The compiler understands a simple EBNF which doesn't distinguish between
different non-terminals. The semantic checks and the transformation into a
known AST are deferred to another stage.

[1]:
[http://seed7.sourceforge.net/manual/syntax.htm](http://seed7.sourceforge.net/manual/syntax.htm)

------
rafaelvasco
Well designed language! I particularly like that you took great features from
Haxe such as Abstracts. So far i didn't see any WTF!?'s in the language
syntax, which is rare these days. People these days can get too inventive when
designing new languages. I like that you kept things readable (looking at you
Rust :) . Nice work!

------
CyberDildonics
How is this better than Clay, other than the fact it is being maintained?

[http://claylabs.com/clay/](http://claylabs.com/clay/)

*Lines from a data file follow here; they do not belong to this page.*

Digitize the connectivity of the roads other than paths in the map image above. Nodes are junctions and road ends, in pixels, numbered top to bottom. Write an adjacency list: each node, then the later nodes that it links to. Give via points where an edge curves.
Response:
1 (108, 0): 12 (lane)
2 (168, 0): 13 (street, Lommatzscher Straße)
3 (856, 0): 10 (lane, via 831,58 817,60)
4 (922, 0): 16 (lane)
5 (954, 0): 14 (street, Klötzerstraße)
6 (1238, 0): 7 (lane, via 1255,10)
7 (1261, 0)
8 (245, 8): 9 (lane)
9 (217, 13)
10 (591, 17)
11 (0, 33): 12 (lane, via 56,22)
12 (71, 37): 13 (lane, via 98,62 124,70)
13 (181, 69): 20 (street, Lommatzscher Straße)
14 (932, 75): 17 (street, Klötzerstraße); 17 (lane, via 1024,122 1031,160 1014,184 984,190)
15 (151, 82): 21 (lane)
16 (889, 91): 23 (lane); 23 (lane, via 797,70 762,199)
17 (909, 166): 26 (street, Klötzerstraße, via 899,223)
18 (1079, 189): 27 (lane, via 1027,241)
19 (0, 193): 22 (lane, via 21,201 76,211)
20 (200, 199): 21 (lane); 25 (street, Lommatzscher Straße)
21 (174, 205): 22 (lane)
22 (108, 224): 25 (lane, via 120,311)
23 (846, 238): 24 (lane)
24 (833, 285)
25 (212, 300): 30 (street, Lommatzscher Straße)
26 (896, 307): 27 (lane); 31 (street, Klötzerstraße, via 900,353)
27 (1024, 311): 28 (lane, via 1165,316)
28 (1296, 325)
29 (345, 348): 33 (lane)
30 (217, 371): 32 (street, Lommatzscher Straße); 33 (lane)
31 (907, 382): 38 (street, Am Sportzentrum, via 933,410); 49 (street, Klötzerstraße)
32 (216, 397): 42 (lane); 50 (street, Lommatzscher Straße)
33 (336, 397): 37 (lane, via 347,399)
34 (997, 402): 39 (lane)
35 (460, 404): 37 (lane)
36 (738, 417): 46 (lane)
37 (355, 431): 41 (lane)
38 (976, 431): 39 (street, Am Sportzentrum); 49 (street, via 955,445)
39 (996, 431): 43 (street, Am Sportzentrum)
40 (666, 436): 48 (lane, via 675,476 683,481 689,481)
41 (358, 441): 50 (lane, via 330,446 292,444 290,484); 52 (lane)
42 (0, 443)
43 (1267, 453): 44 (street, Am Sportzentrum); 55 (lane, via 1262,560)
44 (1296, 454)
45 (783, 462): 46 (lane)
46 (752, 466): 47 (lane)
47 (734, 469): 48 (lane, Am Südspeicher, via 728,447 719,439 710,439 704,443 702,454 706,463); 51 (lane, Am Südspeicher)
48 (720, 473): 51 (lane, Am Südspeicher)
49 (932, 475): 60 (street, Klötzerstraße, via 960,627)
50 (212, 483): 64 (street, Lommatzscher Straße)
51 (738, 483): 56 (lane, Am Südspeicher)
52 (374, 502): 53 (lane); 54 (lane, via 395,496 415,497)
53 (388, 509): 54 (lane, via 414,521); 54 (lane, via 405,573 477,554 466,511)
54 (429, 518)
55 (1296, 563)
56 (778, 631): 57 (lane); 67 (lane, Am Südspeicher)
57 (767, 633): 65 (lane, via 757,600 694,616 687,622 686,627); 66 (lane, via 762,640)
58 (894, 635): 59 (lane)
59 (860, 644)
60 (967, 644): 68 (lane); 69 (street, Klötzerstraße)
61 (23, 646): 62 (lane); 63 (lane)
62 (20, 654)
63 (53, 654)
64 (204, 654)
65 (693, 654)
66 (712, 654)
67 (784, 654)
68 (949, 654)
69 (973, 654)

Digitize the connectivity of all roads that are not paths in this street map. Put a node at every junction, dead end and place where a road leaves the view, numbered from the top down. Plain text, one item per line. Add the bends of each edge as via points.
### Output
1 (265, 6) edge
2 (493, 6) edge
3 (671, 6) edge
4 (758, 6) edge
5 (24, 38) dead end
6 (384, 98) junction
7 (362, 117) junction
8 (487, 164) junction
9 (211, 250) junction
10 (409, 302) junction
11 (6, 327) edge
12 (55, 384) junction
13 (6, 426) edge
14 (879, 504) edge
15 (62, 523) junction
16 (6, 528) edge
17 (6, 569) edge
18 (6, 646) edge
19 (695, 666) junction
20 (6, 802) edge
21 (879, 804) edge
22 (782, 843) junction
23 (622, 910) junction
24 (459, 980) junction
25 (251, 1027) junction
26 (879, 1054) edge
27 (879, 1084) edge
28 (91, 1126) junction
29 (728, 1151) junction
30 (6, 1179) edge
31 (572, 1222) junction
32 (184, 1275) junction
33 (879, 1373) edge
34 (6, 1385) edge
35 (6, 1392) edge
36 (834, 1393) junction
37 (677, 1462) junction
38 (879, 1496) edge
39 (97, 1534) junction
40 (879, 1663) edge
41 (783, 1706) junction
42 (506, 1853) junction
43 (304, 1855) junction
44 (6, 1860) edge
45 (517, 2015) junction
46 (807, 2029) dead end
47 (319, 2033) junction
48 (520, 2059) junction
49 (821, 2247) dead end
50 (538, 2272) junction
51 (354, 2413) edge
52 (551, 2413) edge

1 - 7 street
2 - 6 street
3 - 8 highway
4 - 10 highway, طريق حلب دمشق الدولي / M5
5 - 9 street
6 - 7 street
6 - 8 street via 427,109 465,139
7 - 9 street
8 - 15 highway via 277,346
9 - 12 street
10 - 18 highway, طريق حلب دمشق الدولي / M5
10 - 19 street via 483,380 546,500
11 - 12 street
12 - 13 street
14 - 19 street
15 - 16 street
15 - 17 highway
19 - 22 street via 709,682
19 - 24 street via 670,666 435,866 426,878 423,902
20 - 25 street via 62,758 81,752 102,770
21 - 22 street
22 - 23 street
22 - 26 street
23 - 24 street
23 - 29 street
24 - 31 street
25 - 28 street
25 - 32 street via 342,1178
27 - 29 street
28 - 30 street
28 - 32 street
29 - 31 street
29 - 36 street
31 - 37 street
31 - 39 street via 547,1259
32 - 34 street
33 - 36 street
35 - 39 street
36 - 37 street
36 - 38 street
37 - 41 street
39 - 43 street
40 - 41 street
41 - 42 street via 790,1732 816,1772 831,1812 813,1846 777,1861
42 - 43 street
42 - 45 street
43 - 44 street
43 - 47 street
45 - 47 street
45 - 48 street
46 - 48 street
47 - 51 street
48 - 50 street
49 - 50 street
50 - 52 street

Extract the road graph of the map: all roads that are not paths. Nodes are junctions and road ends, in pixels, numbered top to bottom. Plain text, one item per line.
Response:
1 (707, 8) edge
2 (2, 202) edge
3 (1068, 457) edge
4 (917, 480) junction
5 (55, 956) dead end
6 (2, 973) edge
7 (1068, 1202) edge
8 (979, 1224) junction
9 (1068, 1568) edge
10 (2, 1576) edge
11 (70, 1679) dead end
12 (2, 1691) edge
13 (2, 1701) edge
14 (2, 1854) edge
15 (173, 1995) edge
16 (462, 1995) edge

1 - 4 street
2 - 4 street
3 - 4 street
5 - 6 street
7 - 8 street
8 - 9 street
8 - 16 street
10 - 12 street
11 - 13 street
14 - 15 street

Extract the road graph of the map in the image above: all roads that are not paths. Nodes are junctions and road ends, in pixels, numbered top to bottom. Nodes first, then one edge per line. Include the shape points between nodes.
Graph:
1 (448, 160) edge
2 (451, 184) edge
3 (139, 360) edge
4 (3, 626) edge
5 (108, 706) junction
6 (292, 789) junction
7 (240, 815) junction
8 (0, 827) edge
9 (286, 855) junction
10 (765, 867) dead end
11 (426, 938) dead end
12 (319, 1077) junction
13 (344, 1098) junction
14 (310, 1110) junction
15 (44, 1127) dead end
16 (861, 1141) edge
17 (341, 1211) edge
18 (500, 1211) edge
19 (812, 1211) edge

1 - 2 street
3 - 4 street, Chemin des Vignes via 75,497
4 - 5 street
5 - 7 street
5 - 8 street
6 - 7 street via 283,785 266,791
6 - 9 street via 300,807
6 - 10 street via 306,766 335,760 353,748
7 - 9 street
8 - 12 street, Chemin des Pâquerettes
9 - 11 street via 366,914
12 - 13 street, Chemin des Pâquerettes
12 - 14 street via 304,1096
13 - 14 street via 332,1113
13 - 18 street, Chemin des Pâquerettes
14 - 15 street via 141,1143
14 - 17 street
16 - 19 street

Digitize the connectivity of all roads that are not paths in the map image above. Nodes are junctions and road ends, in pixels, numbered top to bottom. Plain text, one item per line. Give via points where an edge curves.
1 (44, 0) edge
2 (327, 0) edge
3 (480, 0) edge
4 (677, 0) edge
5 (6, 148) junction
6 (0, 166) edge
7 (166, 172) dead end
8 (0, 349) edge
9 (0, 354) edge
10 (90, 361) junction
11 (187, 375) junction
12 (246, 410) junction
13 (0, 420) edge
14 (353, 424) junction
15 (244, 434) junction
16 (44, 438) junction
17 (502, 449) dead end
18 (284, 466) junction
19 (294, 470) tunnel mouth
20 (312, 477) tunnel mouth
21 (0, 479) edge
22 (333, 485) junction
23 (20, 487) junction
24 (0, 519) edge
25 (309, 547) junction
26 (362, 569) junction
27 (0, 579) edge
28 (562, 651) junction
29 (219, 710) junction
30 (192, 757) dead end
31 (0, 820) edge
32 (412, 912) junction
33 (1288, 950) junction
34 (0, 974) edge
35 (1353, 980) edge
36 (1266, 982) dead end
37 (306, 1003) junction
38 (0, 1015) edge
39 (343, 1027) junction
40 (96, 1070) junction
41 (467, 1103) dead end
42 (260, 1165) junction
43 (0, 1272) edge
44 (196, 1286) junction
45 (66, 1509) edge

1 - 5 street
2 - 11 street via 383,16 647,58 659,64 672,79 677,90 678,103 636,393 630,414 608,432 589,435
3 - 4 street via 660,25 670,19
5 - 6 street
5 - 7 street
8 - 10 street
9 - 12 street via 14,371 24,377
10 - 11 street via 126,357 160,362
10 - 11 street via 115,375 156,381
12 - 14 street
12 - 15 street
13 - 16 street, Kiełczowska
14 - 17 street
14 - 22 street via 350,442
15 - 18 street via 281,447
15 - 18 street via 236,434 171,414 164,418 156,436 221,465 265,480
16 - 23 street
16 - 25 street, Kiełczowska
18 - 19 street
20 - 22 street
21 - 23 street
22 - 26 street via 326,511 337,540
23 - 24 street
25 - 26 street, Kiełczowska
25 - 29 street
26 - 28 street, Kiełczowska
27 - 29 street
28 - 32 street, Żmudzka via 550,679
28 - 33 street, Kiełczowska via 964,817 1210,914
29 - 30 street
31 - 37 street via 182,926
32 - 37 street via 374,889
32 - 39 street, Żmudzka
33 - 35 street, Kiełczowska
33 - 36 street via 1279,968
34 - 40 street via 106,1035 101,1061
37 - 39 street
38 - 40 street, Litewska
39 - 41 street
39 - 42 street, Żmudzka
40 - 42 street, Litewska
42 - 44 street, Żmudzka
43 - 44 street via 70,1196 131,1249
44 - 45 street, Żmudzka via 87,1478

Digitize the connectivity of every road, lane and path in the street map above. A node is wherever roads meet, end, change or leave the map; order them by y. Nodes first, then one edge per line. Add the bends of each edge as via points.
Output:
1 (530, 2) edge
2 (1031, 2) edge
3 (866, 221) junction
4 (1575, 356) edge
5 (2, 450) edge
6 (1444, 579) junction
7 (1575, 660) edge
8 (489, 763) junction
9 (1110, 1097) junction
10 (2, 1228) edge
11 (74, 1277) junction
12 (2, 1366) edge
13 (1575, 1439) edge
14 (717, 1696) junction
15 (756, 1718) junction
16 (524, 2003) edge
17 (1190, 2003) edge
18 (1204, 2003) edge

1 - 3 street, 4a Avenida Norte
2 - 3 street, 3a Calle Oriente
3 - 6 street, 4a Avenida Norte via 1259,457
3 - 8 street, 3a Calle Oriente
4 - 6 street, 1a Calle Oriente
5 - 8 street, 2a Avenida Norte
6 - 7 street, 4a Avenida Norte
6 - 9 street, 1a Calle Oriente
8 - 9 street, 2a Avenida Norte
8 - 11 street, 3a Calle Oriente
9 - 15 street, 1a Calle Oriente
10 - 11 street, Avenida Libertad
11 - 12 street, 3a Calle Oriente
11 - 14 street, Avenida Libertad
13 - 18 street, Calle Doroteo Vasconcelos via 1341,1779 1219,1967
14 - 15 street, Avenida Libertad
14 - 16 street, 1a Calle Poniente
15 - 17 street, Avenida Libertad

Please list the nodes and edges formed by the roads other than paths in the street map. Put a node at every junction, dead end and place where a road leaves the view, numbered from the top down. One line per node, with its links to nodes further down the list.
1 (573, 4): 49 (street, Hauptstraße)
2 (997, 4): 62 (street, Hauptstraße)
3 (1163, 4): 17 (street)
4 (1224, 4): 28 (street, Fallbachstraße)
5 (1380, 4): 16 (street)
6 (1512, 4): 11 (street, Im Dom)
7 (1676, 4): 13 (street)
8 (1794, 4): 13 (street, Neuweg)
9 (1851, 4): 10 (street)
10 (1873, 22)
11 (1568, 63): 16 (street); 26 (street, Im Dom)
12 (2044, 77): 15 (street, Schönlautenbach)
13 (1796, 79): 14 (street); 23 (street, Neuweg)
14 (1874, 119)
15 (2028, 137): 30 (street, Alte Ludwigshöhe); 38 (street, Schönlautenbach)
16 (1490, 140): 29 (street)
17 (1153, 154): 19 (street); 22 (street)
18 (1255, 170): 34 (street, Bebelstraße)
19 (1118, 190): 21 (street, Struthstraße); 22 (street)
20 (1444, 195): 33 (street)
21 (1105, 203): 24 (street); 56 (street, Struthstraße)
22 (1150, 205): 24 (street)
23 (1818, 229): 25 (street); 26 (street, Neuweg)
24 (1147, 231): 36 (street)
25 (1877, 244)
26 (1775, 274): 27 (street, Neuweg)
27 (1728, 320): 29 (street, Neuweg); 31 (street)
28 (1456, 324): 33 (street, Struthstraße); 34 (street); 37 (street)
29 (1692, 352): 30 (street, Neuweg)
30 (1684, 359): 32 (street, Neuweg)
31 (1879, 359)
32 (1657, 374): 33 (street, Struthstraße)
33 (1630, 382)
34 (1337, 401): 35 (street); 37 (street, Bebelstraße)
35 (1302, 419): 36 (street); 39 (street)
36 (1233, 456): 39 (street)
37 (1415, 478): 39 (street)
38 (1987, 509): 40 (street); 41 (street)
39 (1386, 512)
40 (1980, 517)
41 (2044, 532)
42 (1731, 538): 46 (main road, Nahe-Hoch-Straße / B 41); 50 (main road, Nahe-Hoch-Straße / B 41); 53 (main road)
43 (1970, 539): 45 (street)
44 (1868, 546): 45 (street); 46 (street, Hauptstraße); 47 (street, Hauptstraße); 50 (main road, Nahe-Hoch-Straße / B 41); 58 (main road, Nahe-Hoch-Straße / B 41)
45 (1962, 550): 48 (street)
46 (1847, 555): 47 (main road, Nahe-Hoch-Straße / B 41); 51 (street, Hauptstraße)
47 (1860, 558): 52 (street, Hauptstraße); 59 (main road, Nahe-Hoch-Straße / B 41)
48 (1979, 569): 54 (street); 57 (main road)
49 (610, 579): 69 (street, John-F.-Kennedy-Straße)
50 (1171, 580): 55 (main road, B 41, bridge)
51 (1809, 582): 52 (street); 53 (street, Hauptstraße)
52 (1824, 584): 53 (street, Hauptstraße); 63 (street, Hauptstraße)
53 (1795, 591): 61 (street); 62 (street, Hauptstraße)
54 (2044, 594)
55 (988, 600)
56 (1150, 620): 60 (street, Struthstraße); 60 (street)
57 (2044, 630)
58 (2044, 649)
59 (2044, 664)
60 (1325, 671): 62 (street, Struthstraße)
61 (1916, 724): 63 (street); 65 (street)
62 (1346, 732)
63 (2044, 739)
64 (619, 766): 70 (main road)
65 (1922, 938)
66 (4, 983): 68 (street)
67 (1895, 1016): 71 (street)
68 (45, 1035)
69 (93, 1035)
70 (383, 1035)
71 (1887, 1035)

[https://github.com/jckarter/clay/wiki/Avoiding-generic-
progr...](https://github.com/jckarter/clay/wiki/Avoiding-generic-programming-
pitfalls)

------
dvfjsdhgfv
Anyone is actually using it? If so, could you compare it to Nim that also
compiles to C?

------
grok2
If it is truly embeddable in a C program (there was some note about using this
as a library in a C program), then this would be a fantastic way to augment
development of software in C -- it seems to improve on the C programming
language. I like the support for generics and type inference and have always
wished C had that. The C interop story looks very good too.

------
sullyj3
This seems to be competing in a similar space to Zig, and especially Jai. How
does it compare to them?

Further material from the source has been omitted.